## Problem
Lines from the listing below that contain the string "hand" are to be reported.

## Given records
= = = = =
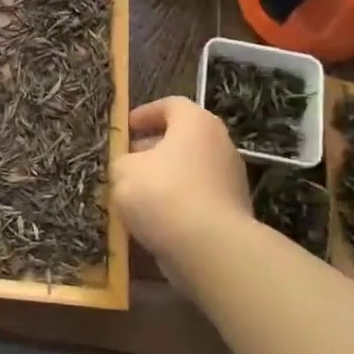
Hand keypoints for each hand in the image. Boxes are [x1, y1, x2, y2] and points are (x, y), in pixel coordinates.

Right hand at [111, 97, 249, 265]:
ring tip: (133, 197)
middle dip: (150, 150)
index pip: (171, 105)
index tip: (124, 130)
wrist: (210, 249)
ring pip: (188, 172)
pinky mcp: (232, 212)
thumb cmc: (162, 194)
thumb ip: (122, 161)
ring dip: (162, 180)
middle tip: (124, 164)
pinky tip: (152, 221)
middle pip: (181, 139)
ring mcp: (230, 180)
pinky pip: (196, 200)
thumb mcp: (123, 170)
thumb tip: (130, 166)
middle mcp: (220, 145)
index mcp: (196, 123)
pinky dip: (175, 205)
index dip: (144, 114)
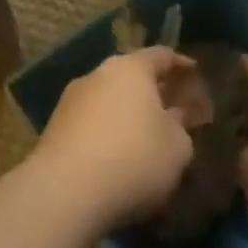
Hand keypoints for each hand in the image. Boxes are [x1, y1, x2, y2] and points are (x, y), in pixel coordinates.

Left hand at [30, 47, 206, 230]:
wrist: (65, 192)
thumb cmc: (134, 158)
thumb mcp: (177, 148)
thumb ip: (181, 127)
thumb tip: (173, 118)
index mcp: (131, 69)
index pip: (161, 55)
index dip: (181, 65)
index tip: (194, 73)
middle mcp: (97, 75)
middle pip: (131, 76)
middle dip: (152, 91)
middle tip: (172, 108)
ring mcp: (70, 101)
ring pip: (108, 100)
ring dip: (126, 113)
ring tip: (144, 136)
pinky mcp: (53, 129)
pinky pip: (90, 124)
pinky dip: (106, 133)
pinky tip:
= = = = =
## Answer for this exercise
Hand keypoints for each hand in the image. Boxes are [x1, y1, x2, y2] and points are (x, y), in pixel coordinates.
Right hand at [111, 97, 249, 265]:
Hand keypoints for each hand in the image. Boxes are [x1, y1, x2, y2] and points are (x, y), in pixel coordinates.
Left hand at [30, 47, 206, 230]:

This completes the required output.